In “creating symmetry” Frank Farris shows a wallpaper for hyperbolic space. He uses the Poincaré plane to project the hyperbolic space to our Euclidean drawing surface. The wallpaper then results from mirror symmetries at vertical lines at x=0 and x=0.5 together with inversion at the unit circle. The mirror symmetries generate a periodic drawing in x-direction with periodic length 1. The inversion at the circle makes an increasingly complex design going from above to the x-axis. This is an example I created:
Farris uses algebra and group theory to discuss the structure of these images. To me this is fascinating and challenging. To see if I really got it I tried to explain these images using geometry.
First, the most important properties of hyperbolic space: The Poincaré plane occupies the upper half plane. Equal distances in the hyperbolic space seem to shrink going to the x-axis because of the projection. A particle with constant speed in the hyperbolic plane would never reach our x-axis. Thus the x-axis is infinity far away in the hyperbolic plane. Straight lines of the hyperbolic space are projected as circles in the Poincaré plane. Their centers lie on the x-axis. If the radius of the circle goes to infinity we get a straight vertical line. A mirror images at a straight line in hyperbolic space becomes an inversion at the corresponding circle in the Poincaré plane. Note that the inversion at a circle maps circles into circles. It has to be like that, because straight lines in the hyperbolic plane have straight lines as mirror images. Similarly, inversion at a circle preserves the angle between intersecting circles.
I have drawn the two vertical lines and the unit circle in another image of the same symmetries:
Note how the vertical lines generate the mirror symmetry and periodicity in x-direction. At the point (0,1) the circle intersects the vertical line at a right angle. Thus we get a two-fold rotational symmetry with mirror symmetries at this point. Going away from this point distortions set in. Repeated copies lie at the line y=1, which is not a straight line in hyperbolic space. Inversion at the unit circle maps this line into a circle of radius 0.5 with its center at the point (0,0.5).
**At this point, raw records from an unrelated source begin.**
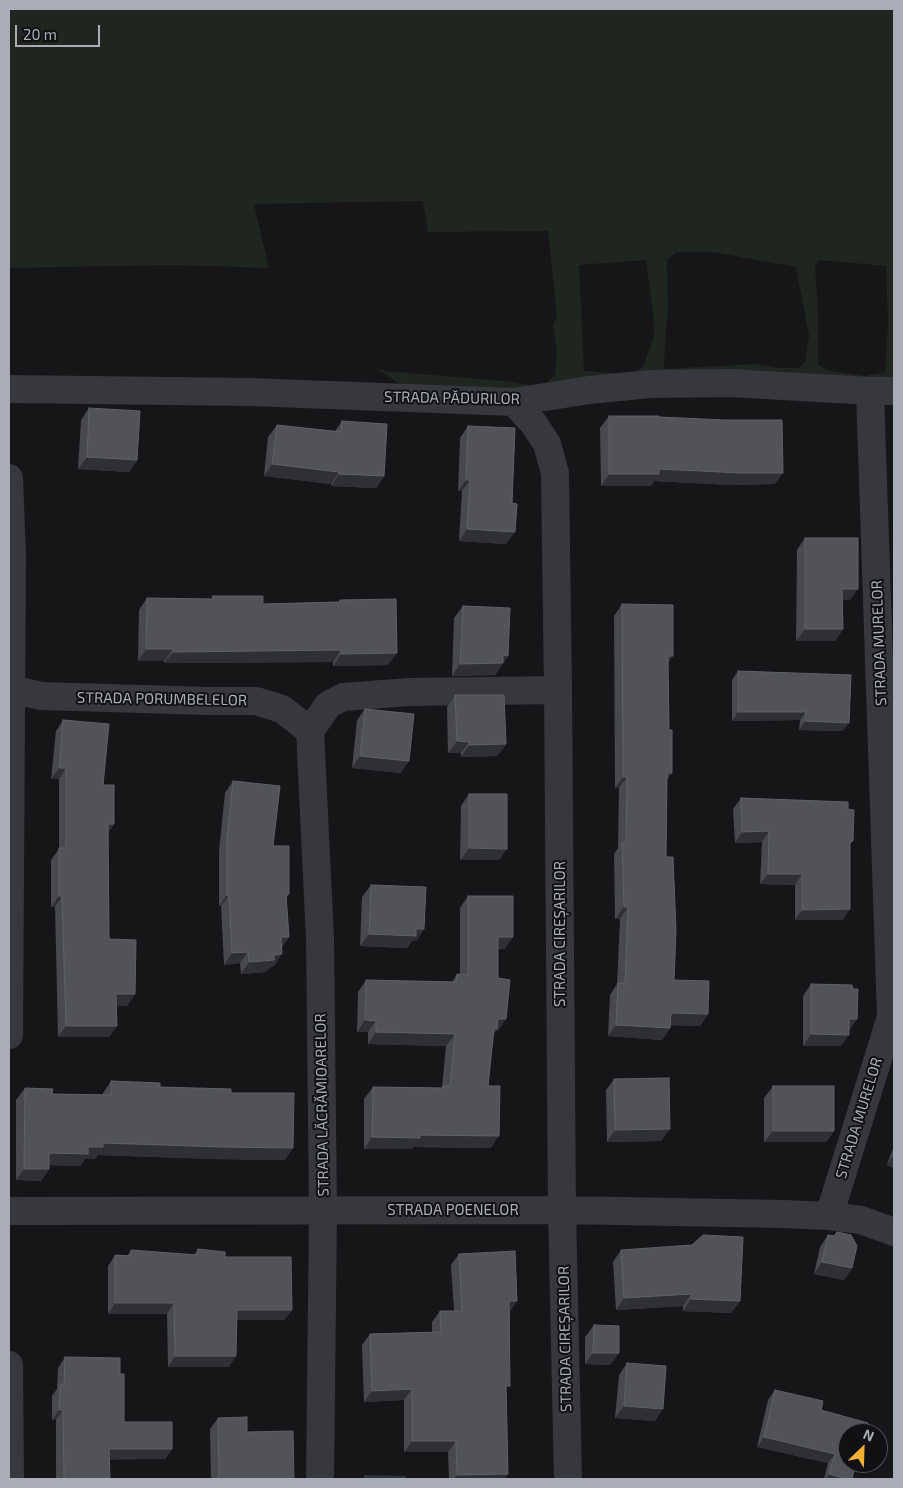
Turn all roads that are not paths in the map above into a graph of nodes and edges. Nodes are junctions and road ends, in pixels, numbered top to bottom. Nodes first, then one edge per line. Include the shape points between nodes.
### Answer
1 (9, 389) edge
2 (882, 391) edge
3 (514, 402) junction
4 (9, 478) edge
5 (11, 689) junction
6 (558, 690) junction
7 (310, 731) junction
8 (892, 1013) edge
9 (9, 1035) edge
10 (9, 1210) edge
11 (562, 1210) junction
12 (323, 1211) junction
13 (829, 1216) junction
14 (894, 1232) edge
15 (9, 1365) edge
16 (10, 1479) edge
17 (320, 1479) edge
18 (568, 1479) edge

1 - 3 street, STRADA PĂDURILOR via 250,392
2 - 3 street, STRADA PĂDURILOR via 731,383 650,384
2 - 8 street, STRADA MURELOR
3 - 6 street, STRADA CIREȘARILOR via 547,444 555,473
4 - 5 street
5 - 7 street, STRADA PORUMBELELOR via 41,696 256,701 282,709
5 - 9 street
6 - 7 street via 409,692 343,697 328,705
6 - 11 street, STRADA CIREȘARILOR
7 - 12 street, STRADA LĂCRĂMIOARELOR via 320,938
8 - 13 street, STRADA MURELOR
10 - 12 street, STRADA POENELOR
11 - 12 street, STRADA POENELOR
11 - 13 street, STRADA POENELOR
11 - 18 street, STRADA CIREȘARILOR
12 - 17 street, STRADA LĂCRĂMIOARELOR
13 - 14 street, STRADA POENELOR via 862,1220
15 - 16 street

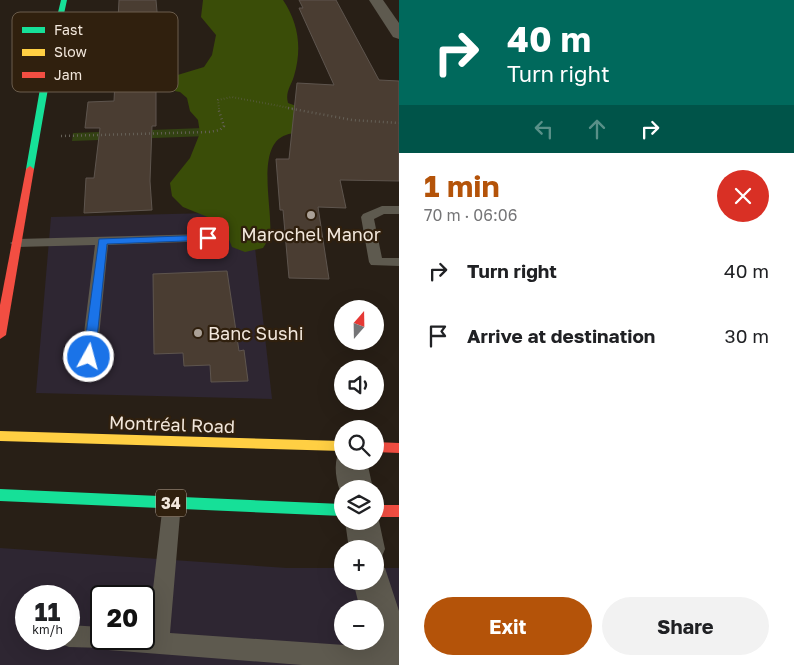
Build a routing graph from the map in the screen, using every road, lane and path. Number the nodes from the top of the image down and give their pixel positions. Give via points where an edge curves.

Thus images of this center of two-fold rotational symmetry appear on this circle. The first one is at (0.5,0.5). At (0.5,0.866) there is an intersection angle of 60 degrees between the vertical line and the unit circle. This makes a center of three-fold rotational symmetry. Again, copies appear on a horizontal line and on circles.
Let us compare this with kaleidoscopes in Euclidean space, as discussed in “Geometry of kaleidoscopes with periodic images“. In general they have three straight lines that serve as mirror axis and form a triangle. Reflections of its inside cover the plane. Thus the kaleidoscopic image arises. Here we have something similar. The two straight lines and the circle make a triangle in the hyperbolic space if you accept that the parallel lines meet at infinity with a vanishing intersection angle. Again, we can use mirror symmetry and inversion to cover the plane.
To show the structure more clearly I filled the basic triangle region with a dark brown color. Each reflection or inversion switches the color from dark brown to light blue or inversely. In the resulting image we can easily see the different images of the basic region:
Look out for centers of two-fold and three-fold rotational symmetries. How are they mapped by the inversion at the unit circles?
I have created my images using iterated reflections of points and not with symmetric bundles of wave function as Farris. Thus I get discontinuities in the first derivative of the images and my images are not so smooth at the unit circle. But I can generate images much faster and easily. Thus I can rapidly change the elements of symmetry.